Mirella Machado disse...

Ai meu Deus /o\ como eu não vi essaq filme ainda? Eu amei Orgulho e Preconceito, esse filme será melhor ainda pq além do fato de adorar o casal protagonista, quando se trata de romance ninguém melhor do que Jane Austen. Realmente deve ser um filme lindo. Vou locar assim que puder. Abraços Cris

Adecio Moreira Jr. disse...

Nossa,

acho que é um dos poucos filmes baseados em Jane Austen que eu não conhecia. E ainda tem Anne Hathaway e James McAvoy!!

Me diz. Como eu não conhecia essa pérola antes???

Clenio disse...

Sabe que eu achei esse filme meio chatinho? Não sei se é porque eu esperava demais dele - haja visto que adoro tanto Hatthaway quanto McAvoy - ou porque ele me pareceu parecido demais com várias outras produções semelhantes...

Mas mesmo assim é agradável, é inteligente e muito interessante.

Abraços
Clênio
www.lennysmind.blogspot.com
www.clenio-umfilmepordia.blogspot.com

Pinecone Stew disse...

Have a SUPER week !

Hugo disse...

Das adaptações de Austen gostei muito de "Razão e Sensibilidade", já este novo filme ainda não tive oportunidade de conferir.

Abraço

o Humberto disse...

Ah, meu curso de Letras...

Mayara Bastos disse...

O que mais gosto do filme é que ele mostra o lado romântico da Jane, não somente aquele das histórias, mas sim experiências próprias dela e o que ela sentiu não foi só inspiração, foi amor real.

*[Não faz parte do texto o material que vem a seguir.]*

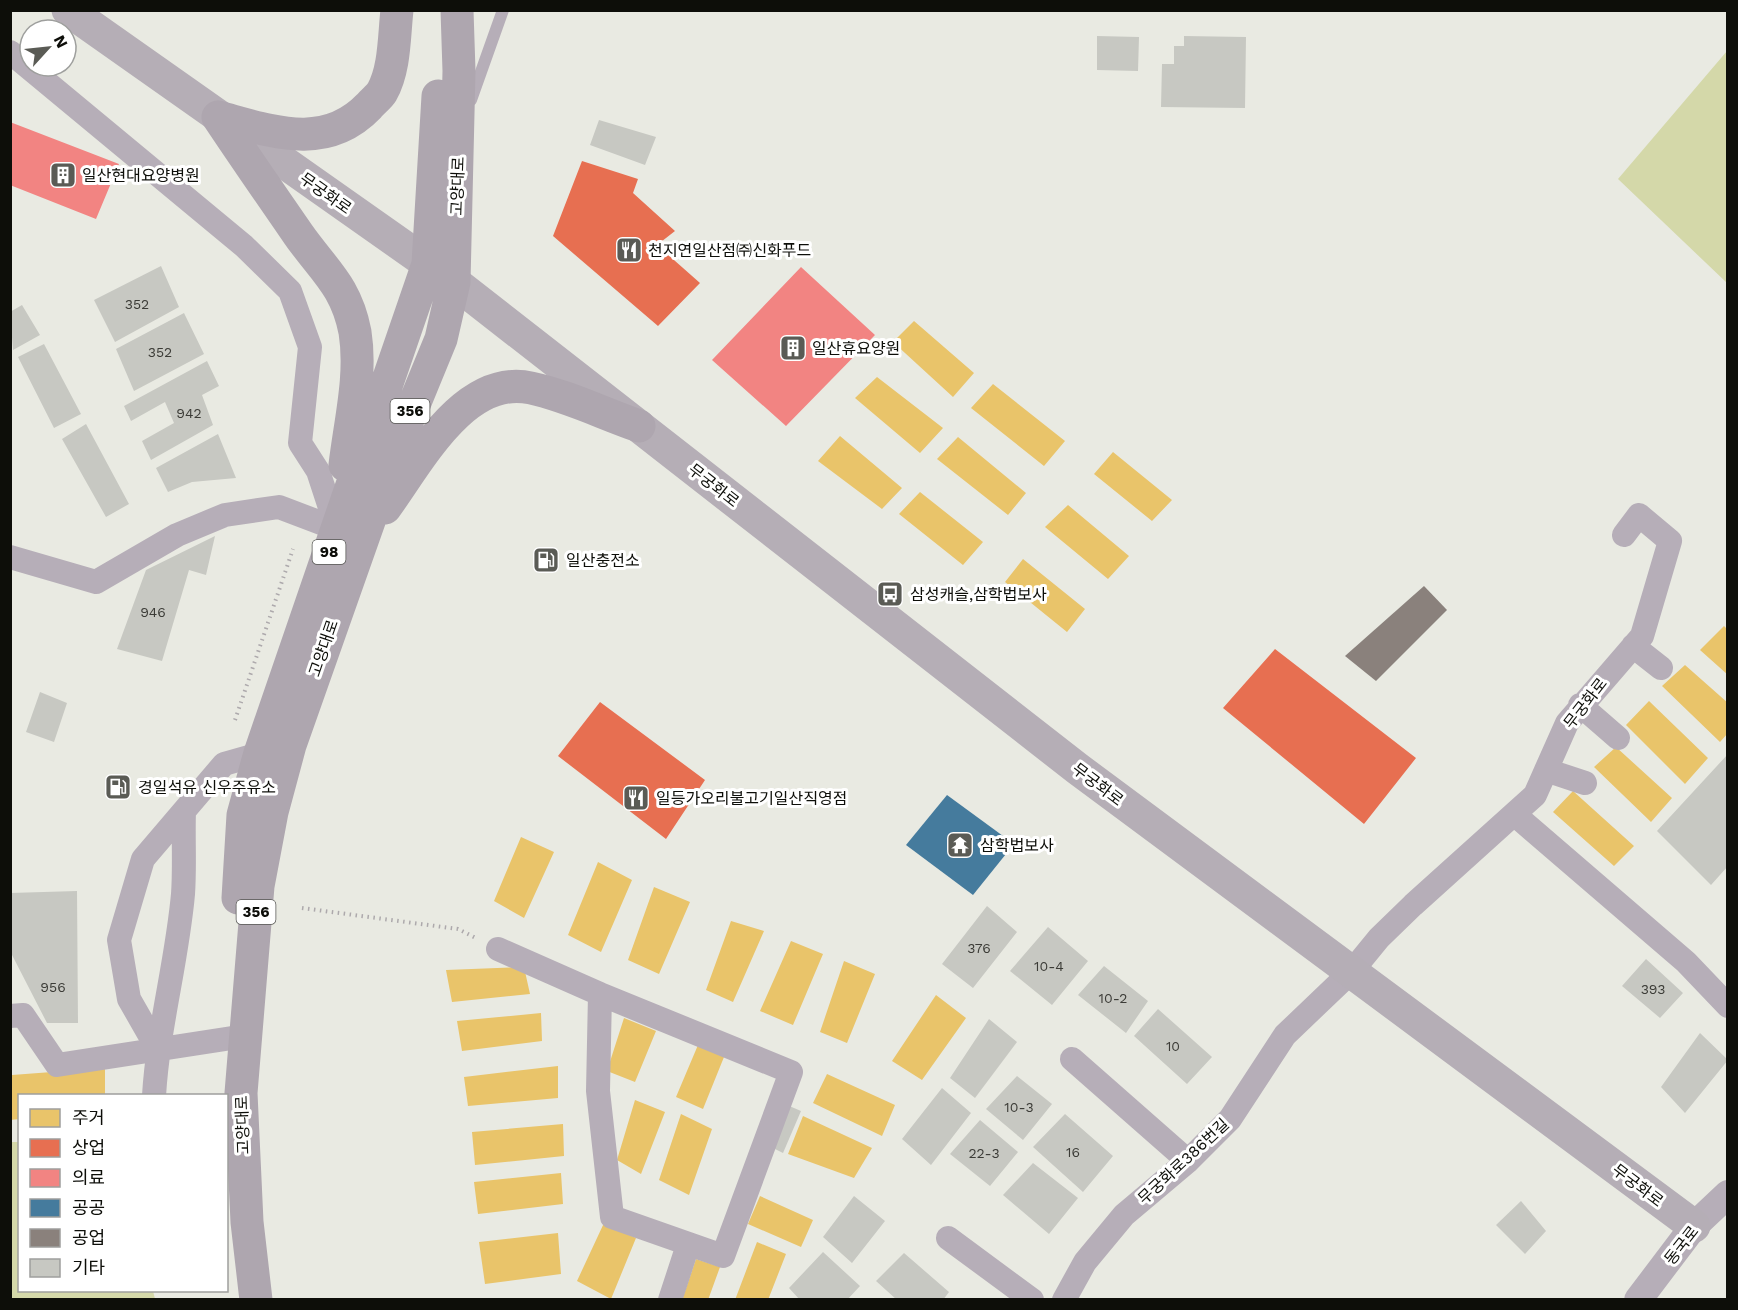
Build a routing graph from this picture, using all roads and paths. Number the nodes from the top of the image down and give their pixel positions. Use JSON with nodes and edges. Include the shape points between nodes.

E gostei de ver a Anne com sotaque britânico e foi neste filme que me apaixonei pelo James. rsrsrs.

Beijos! ;)

Guto Angélico disse...

Quero assistir . Gosto da Anne , apesar de que detestei “Orgulho e Preconceito” mas darei uma chance a esse filme.

Marcos mp disse...

Mais um incrivel texto.. vc despertou o que eu nao havia sentido qnd assisti a este filme.. tinha achado ele ok... muito boa construçao de pensamento, deu vontade de assisti-lo novamente

Fernando Fonseca disse...

O Cris soube transpor em palavras toda sensibilidade do filme. A biografia de Jane é sim, um paralelo com "Orgulho e Preconceito", mas o faz com charme e sutileza.

O ponto alto é a química entre Anne e James que, graça a Deus, não caem na pieguice.